Collected data entries
◆ ◆ ◆ ◆ ◆

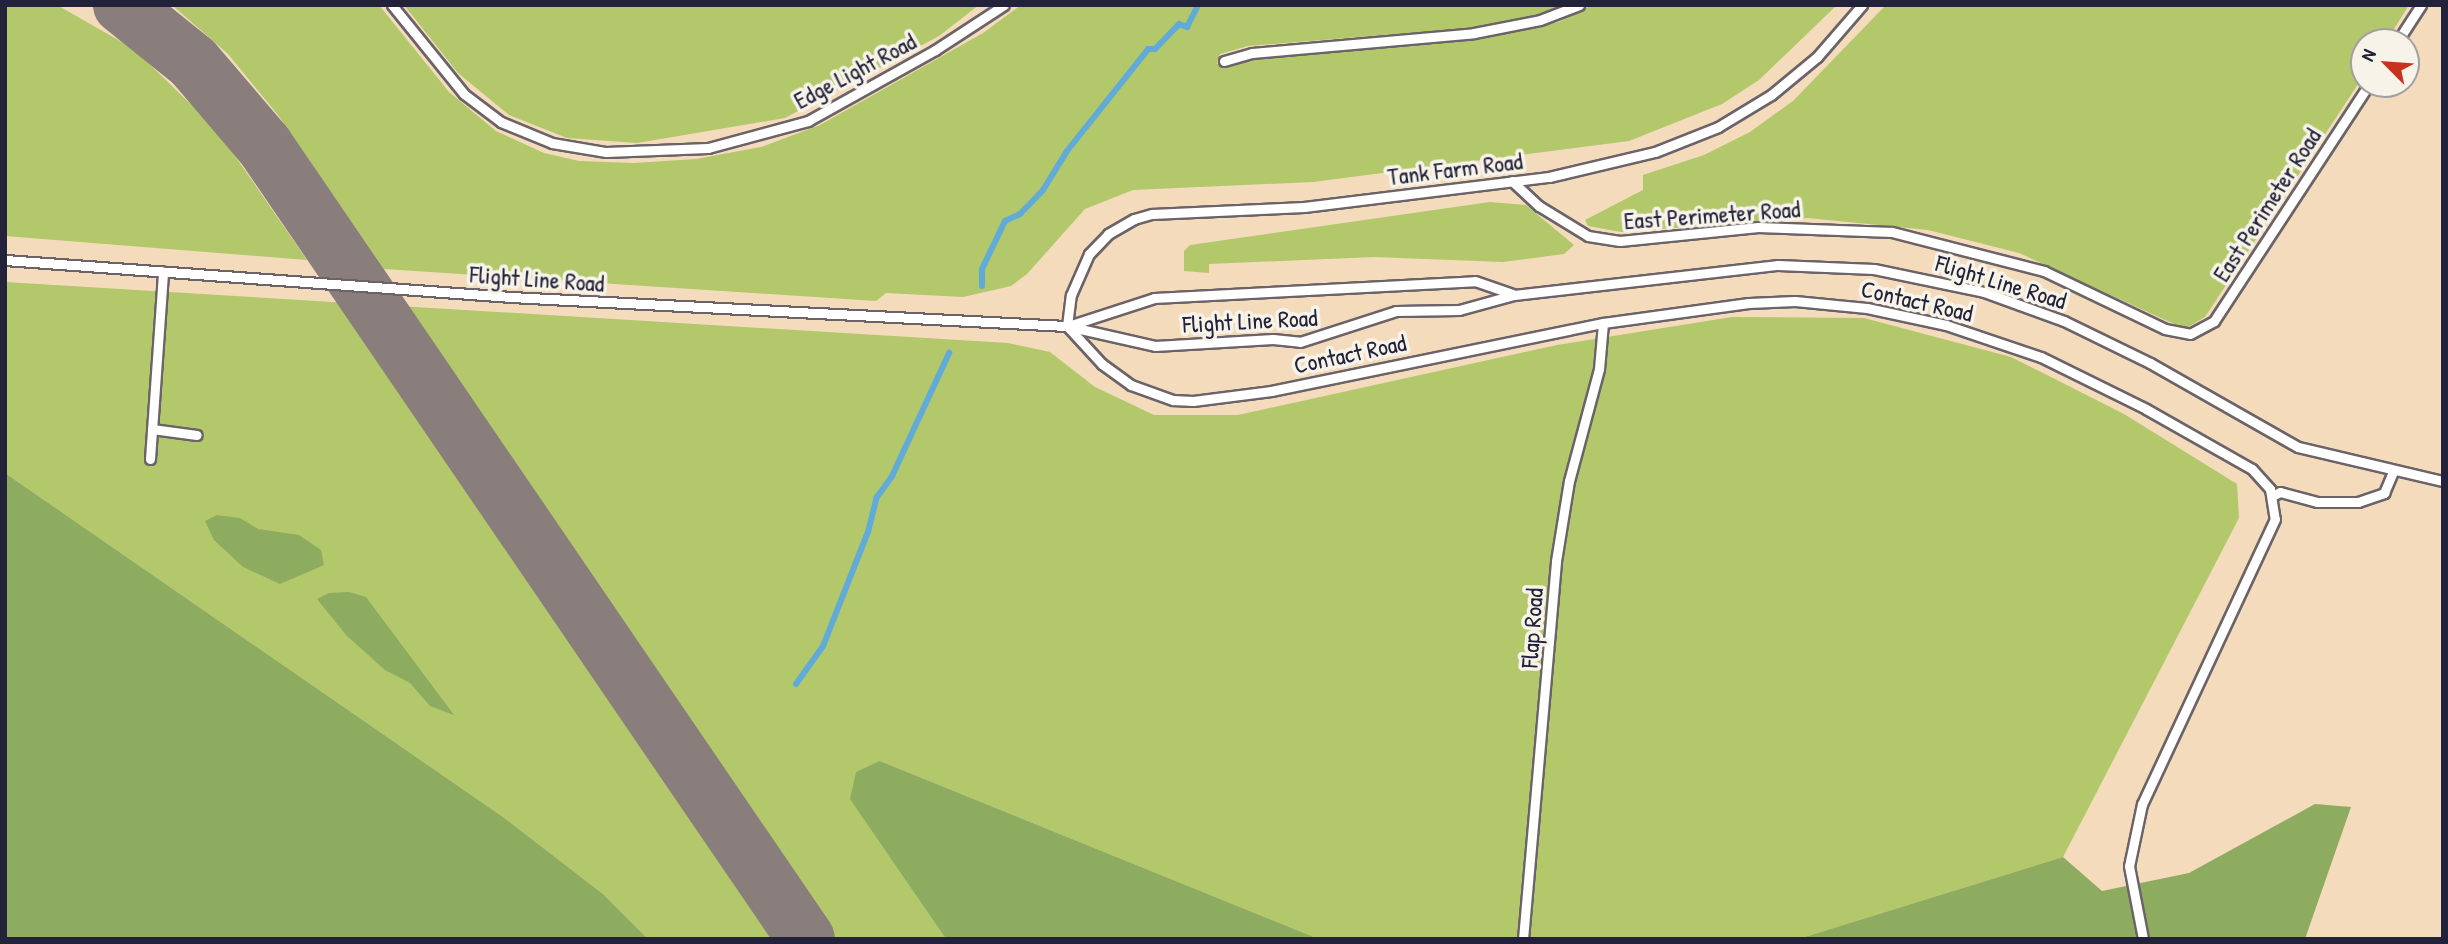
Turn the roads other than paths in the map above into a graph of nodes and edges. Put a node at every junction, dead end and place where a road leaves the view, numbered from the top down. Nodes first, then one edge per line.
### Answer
1 (392, 5) edge
2 (1004, 5) edge
3 (1579, 5) edge
4 (1863, 5) edge
5 (2421, 5) edge
6 (2406, 28) edge
7 (1224, 61) dead end
8 (2361, 98) edge
9 (1512, 181) junction
10 (5, 260) edge
11 (163, 271) junction
12 (1514, 295) junction
13 (1603, 323) junction
14 (1067, 326) junction
15 (152, 429) junction
16 (197, 435) dead end
17 (150, 459) dead end
18 (2393, 472) junction
19 (2443, 481) edge
20 (2272, 496) junction
21 (1523, 939) edge
22 (2143, 939) edge

1 - 2 lane, Edge Light Road
3 - 7 lane
4 - 9 lane, Tank Farm Road
5 - 6 lane
8 - 9 lane, East Perimeter Road
9 - 14 lane, Tank Farm Road
10 - 11 lane, Flight Line Road
11 - 14 lane, Flight Line Road
11 - 15 lane
12 - 14 lane, Flight Line Road
12 - 14 lane, Flight Line Road
12 - 18 lane, Flight Line Road
13 - 14 lane, Contact Road
13 - 20 lane, Contact Road
13 - 21 lane, Flap Road
15 - 16 lane
15 - 17 lane
18 - 19 lane, Flight Line Road
18 - 20 lane
20 - 22 lane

◆ ◆ ◆ ◆ ◆

_YOUR INSTRUCTIONS_: Copy every line of the data word for word, omitting the images.

_TASK ANSWER_:
Turn the roads other than paths in the map above into a graph of nodes and edges. Put a node at every junction, dead end and place where a road leaves the view, numbered from the top down. Nodes first, then one edge per line.
### Answer
1 (392, 5) edge
2 (1004, 5) edge
3 (1579, 5) edge
4 (1863, 5) edge
5 (2421, 5) edge
6 (2406, 28) edge
7 (1224, 61) dead end
8 (2361, 98) edge
9 (1512, 181) junction
10 (5, 260) edge
11 (163, 271) junction
12 (1514, 295) junction
13 (1603, 323) junction
14 (1067, 326) junction
15 (152, 429) junction
16 (197, 435) dead end
17 (150, 459) dead end
18 (2393, 472) junction
19 (2443, 481) edge
20 (2272, 496) junction
21 (1523, 939) edge
22 (2143, 939) edge

1 - 2 lane, Edge Light Road
3 - 7 lane
4 - 9 lane, Tank Farm Road
5 - 6 lane
8 - 9 lane, East Perimeter Road
9 - 14 lane, Tank Farm Road
10 - 11 lane, Flight Line Road
11 - 14 lane, Flight Line Road
11 - 15 lane
12 - 14 lane, Flight Line Road
12 - 14 lane, Flight Line Road
12 - 18 lane, Flight Line Road
13 - 14 lane, Contact Road
13 - 20 lane, Contact Road
13 - 21 lane, Flap Road
15 - 16 lane
15 - 17 lane
18 - 19 lane, Flight Line Road
18 - 20 lane
20 - 22 lane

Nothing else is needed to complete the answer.